Four major questions remain. First, how did the ancestral state of nonspecific DNA uptake evolve into the strong uptake specificity seen in the Pasteurellaceae and Neisseria species? Second, have increases in uptake bias been driven by selection for more efficient uptake or for prescreening DNA fragments to exclude foreign sequences? Third, why would some bacteria have evolved uptake specificity (strong uptake bias for an abundant genomic motif) while most others have not? Fourth, has selection for genetic benefits of transformation affected the properties of uptake sequences?
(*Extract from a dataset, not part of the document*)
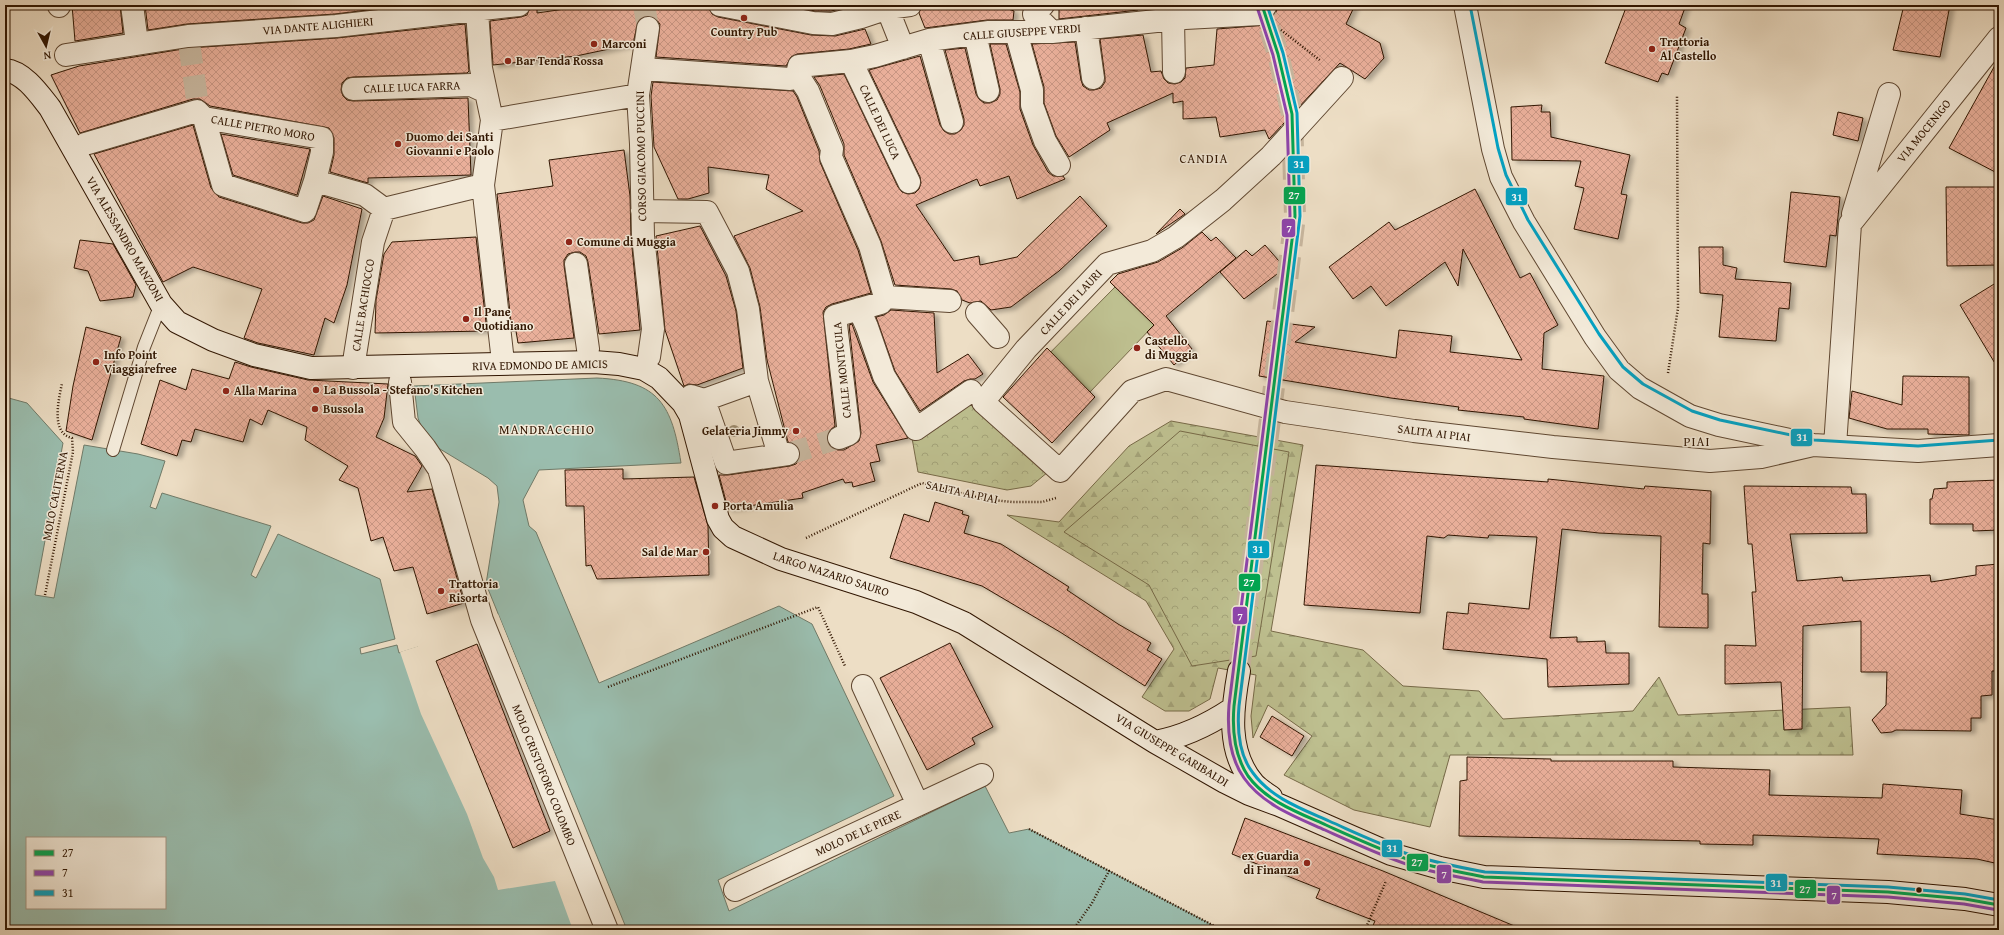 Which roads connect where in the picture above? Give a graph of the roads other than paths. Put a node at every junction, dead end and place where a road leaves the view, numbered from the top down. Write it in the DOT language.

To address the first question, consider the likely steps in the evolution of uptake specificity, starting with a naturally competent ancestral species. Although these bacteria would not have discriminated between DNAs from different sources, the ubiquity of sequence preferences in all well-characterized DNA-binding proteins predicts that their DNA uptake machinery might have already had a modest sequence bias. Such biases are especially likely for the uptake proteins that directly contact DNA, because specific contacts between nucleotides and amino acid residues will provide the tight binding needed to pull strongly on DNA (Maier et al. 2004a,b; Stingl et al. 2010). Here we assume that any such ancestral biases were too slight to cause significant accumulation of the preferred sequences in the genome.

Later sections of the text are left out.